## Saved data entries
————
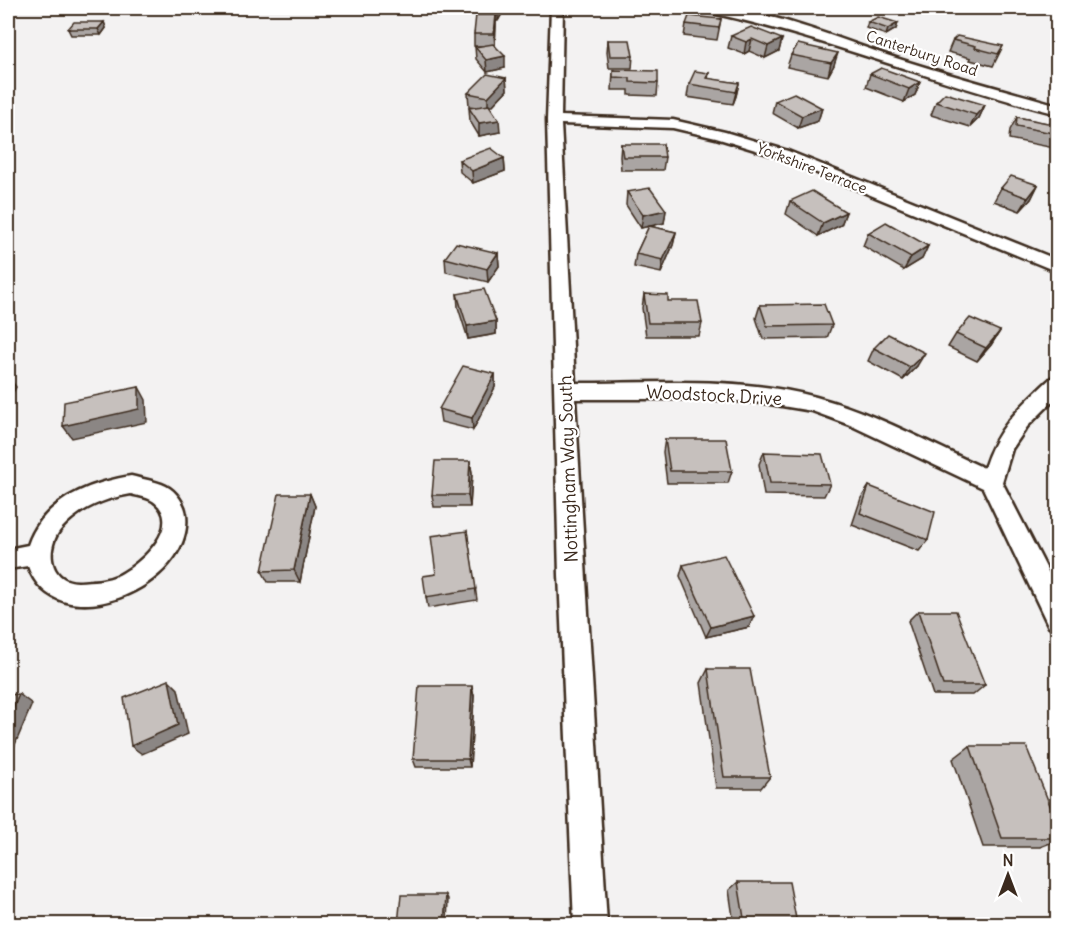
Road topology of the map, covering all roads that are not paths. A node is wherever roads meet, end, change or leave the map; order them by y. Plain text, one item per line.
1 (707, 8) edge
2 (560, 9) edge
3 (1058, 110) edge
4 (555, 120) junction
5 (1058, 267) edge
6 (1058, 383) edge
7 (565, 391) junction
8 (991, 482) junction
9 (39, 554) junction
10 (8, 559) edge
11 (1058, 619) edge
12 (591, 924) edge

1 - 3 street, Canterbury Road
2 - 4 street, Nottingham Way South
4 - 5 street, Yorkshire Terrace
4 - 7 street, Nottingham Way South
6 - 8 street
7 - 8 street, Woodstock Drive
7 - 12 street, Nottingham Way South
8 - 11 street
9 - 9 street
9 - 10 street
————
## Try it
With the pictures removed, copy the data above word for word.

## Task response
Road topology of the map, covering all roads that are not paths. A node is wherever roads meet, end, change or leave the map; order them by y. Plain text, one item per line.
1 (707, 8) edge
2 (560, 9) edge
3 (1058, 110) edge
4 (555, 120) junction
5 (1058, 267) edge
6 (1058, 383) edge
7 (565, 391) junction
8 (991, 482) junction
9 (39, 554) junction
10 (8, 559) edge
11 (1058, 619) edge
12 (591, 924) edge

1 - 3 street, Canterbury Road
2 - 4 street, Nottingham Way South
4 - 5 street, Yorkshire Terrace
4 - 7 street, Nottingham Way South
6 - 8 street
7 - 8 street, Woodstock Drive
7 - 12 street, Nottingham Way South
8 - 11 street
9 - 9 street
9 - 10 street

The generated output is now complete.